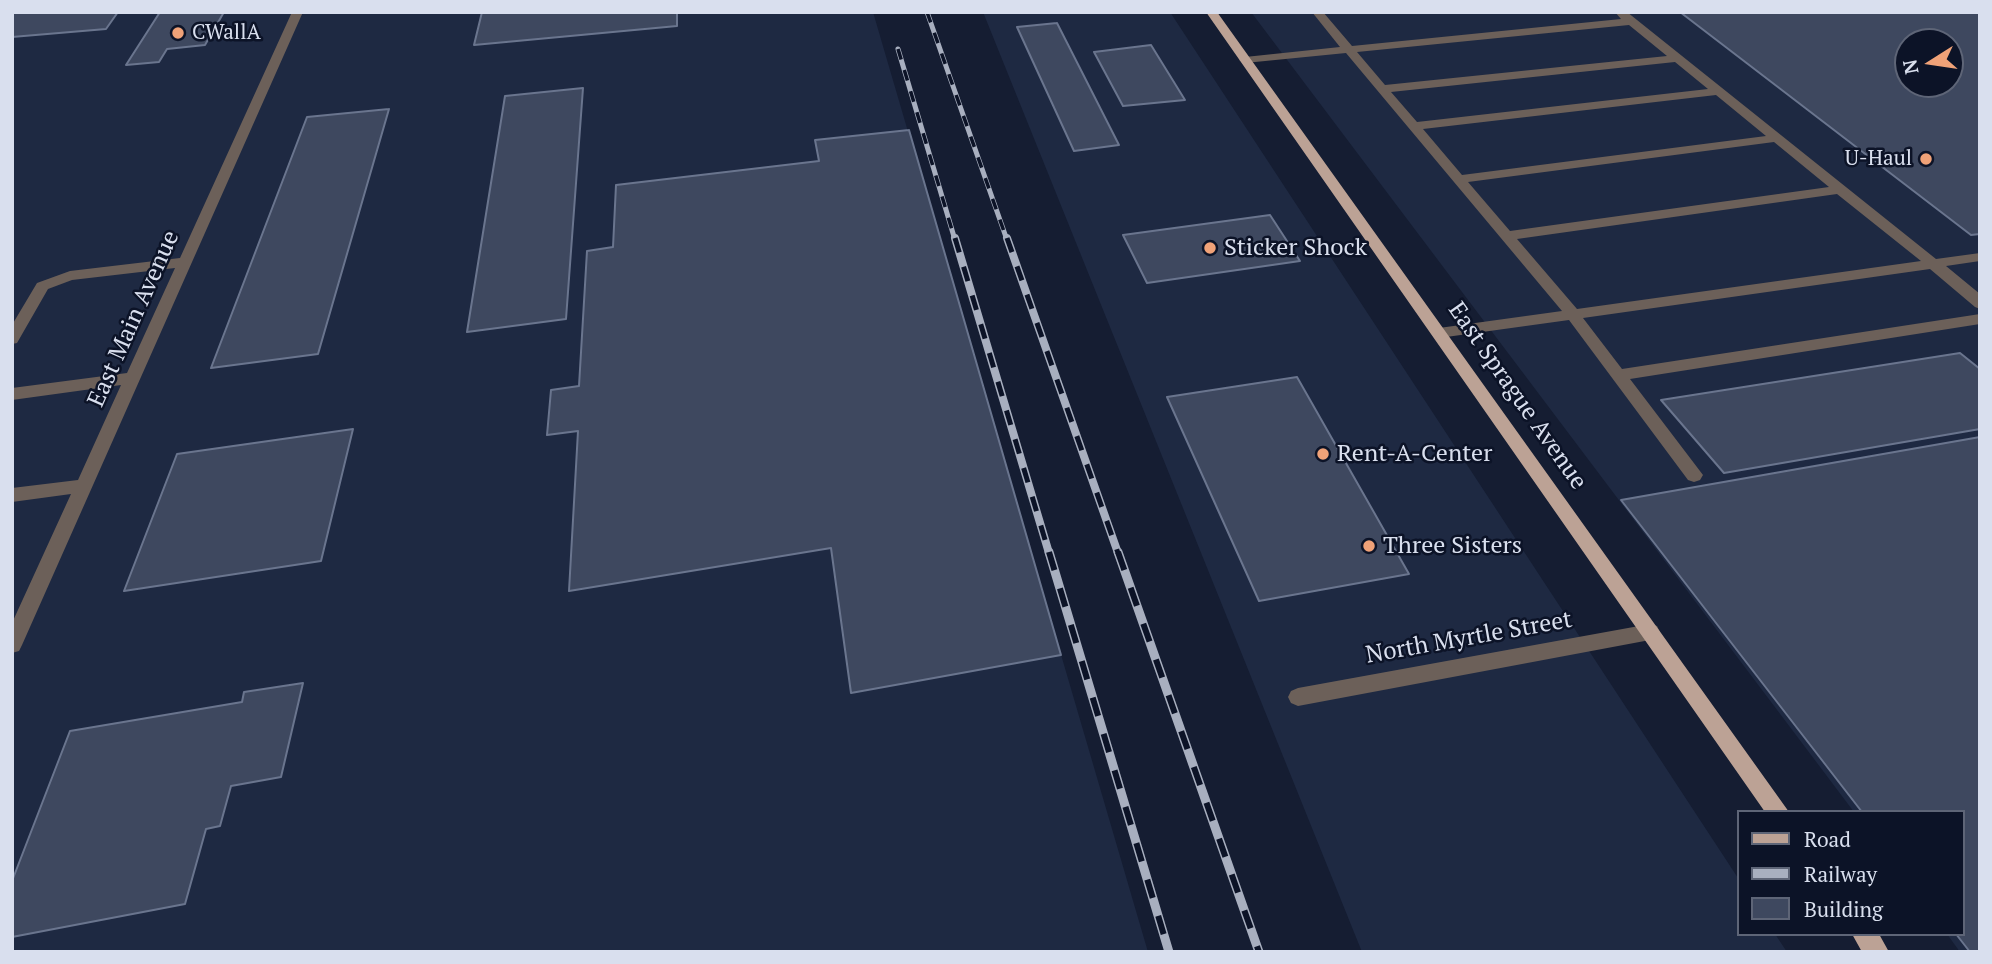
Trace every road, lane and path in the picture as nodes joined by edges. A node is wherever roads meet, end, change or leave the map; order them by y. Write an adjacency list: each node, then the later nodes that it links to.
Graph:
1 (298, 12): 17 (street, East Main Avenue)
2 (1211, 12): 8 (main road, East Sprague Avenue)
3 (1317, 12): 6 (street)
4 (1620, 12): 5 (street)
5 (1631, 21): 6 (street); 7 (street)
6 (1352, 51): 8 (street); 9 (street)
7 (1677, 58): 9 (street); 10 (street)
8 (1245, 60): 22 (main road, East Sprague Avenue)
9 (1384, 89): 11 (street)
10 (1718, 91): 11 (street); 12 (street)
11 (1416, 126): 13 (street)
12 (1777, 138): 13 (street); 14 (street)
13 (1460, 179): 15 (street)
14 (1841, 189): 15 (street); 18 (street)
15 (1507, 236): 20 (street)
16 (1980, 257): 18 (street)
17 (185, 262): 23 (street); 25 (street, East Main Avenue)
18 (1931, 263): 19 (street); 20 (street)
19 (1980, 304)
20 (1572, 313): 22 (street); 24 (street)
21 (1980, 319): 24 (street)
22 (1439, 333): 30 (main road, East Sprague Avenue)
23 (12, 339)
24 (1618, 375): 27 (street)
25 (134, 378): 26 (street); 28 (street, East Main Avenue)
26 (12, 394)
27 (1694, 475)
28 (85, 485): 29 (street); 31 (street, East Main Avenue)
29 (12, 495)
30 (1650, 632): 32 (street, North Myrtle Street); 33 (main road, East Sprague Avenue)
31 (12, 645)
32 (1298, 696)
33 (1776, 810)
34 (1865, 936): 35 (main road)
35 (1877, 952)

● WORK TO BE COMPLETED: Because the pictures are not wanted, retype every record exactly without them.

● SOLUTION FOR THIS PROBLEM:
Trace every road, lane and path in the picture as nodes joined by edges. A node is wherever roads meet, end, change or leave the map; order them by y. Write an adjacency list: each node, then the later nodes that it links to.
Graph:
1 (298, 12): 17 (street, East Main Avenue)
2 (1211, 12): 8 (main road, East Sprague Avenue)
3 (1317, 12): 6 (street)
4 (1620, 12): 5 (street)
5 (1631, 21): 6 (street); 7 (street)
6 (1352, 51): 8 (street); 9 (street)
7 (1677, 58): 9 (street); 10 (street)
8 (1245, 60): 22 (main road, East Sprague Avenue)
9 (1384, 89): 11 (street)
10 (1718, 91): 11 (street); 12 (street)
11 (1416, 126): 13 (street)
12 (1777, 138): 13 (street); 14 (street)
13 (1460, 179): 15 (street)
14 (1841, 189): 15 (street); 18 (street)
15 (1507, 236): 20 (street)
16 (1980, 257): 18 (street)
17 (185, 262): 23 (street); 25 (street, East Main Avenue)
18 (1931, 263): 19 (street); 20 (street)
19 (1980, 304)
20 (1572, 313): 22 (street); 24 (street)
21 (1980, 319): 24 (street)
22 (1439, 333): 30 (main road, East Sprague Avenue)
23 (12, 339)
24 (1618, 375): 27 (street)
25 (134, 378): 26 (street); 28 (street, East Main Avenue)
26 (12, 394)
27 (1694, 475)
28 (85, 485): 29 (street); 31 (street, East Main Avenue)
29 (12, 495)
30 (1650, 632): 32 (street, North Myrtle Street); 33 (main road, East Sprague Avenue)
31 (12, 645)
32 (1298, 696)
33 (1776, 810)
34 (1865, 936): 35 (main road)
35 (1877, 952)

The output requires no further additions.